> Data in this exercise:
==============================

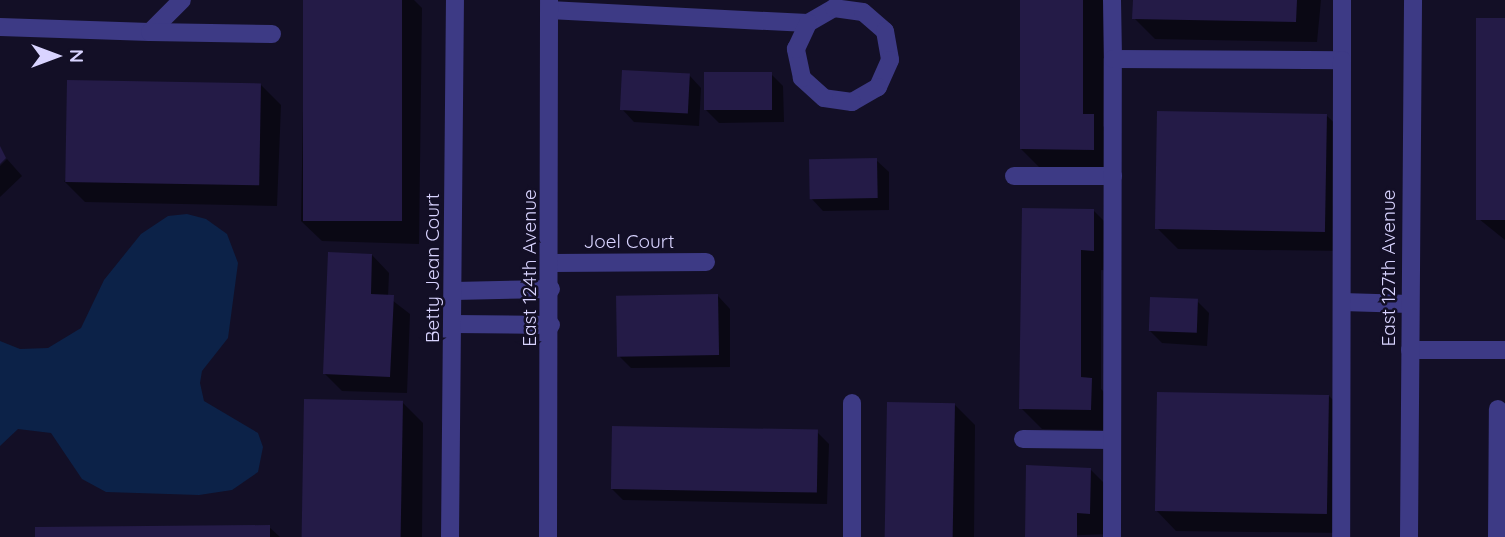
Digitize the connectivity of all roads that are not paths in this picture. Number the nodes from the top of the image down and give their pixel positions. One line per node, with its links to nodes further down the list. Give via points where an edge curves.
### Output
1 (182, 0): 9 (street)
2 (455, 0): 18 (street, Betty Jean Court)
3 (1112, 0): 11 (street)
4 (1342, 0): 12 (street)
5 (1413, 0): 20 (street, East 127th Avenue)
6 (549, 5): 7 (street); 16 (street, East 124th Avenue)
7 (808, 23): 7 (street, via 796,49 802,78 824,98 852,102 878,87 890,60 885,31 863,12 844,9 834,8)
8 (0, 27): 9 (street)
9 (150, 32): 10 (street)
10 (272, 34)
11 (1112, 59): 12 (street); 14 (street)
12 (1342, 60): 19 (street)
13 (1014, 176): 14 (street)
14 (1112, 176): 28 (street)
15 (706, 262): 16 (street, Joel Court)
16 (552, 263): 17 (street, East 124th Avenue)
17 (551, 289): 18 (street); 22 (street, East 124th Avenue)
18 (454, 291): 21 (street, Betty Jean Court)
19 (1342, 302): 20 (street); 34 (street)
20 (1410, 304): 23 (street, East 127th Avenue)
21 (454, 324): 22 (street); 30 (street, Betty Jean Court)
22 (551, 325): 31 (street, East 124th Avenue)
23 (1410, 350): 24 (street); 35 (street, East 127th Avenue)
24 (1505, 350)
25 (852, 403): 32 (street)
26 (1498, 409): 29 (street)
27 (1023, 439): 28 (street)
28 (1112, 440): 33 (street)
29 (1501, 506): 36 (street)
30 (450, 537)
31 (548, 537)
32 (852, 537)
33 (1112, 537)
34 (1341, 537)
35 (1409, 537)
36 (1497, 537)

==============================

> Exercise requirements:
Copy the data exactly. Pictures do not belong in the copy.

> Task output:
Digitize the connectivity of all roads that are not paths in this picture. Number the nodes from the top of the image down and give their pixel positions. One line per node, with its links to nodes further down the list. Give via points where an edge curves.
### Output
1 (182, 0): 9 (street)
2 (455, 0): 18 (street, Betty Jean Court)
3 (1112, 0): 11 (street)
4 (1342, 0): 12 (street)
5 (1413, 0): 20 (street, East 127th Avenue)
6 (549, 5): 7 (street); 16 (street, East 124th Avenue)
7 (808, 23): 7 (street, via 796,49 802,78 824,98 852,102 878,87 890,60 885,31 863,12 844,9 834,8)
8 (0, 27): 9 (street)
9 (150, 32): 10 (street)
10 (272, 34)
11 (1112, 59): 12 (street); 14 (street)
12 (1342, 60): 19 (street)
13 (1014, 176): 14 (street)
14 (1112, 176): 28 (street)
15 (706, 262): 16 (street, Joel Court)
16 (552, 263): 17 (street, East 124th Avenue)
17 (551, 289): 18 (street); 22 (street, East 124th Avenue)
18 (454, 291): 21 (street, Betty Jean Court)
19 (1342, 302): 20 (street); 34 (street)
20 (1410, 304): 23 (street, East 127th Avenue)
21 (454, 324): 22 (street); 30 (street, Betty Jean Court)
22 (551, 325): 31 (street, East 124th Avenue)
23 (1410, 350): 24 (street); 35 (street, East 127th Avenue)
24 (1505, 350)
25 (852, 403): 32 (street)
26 (1498, 409): 29 (street)
27 (1023, 439): 28 (street)
28 (1112, 440): 33 (street)
29 (1501, 506): 36 (street)
30 (450, 537)
31 (548, 537)
32 (852, 537)
33 (1112, 537)
34 (1341, 537)
35 (1409, 537)
36 (1497, 537)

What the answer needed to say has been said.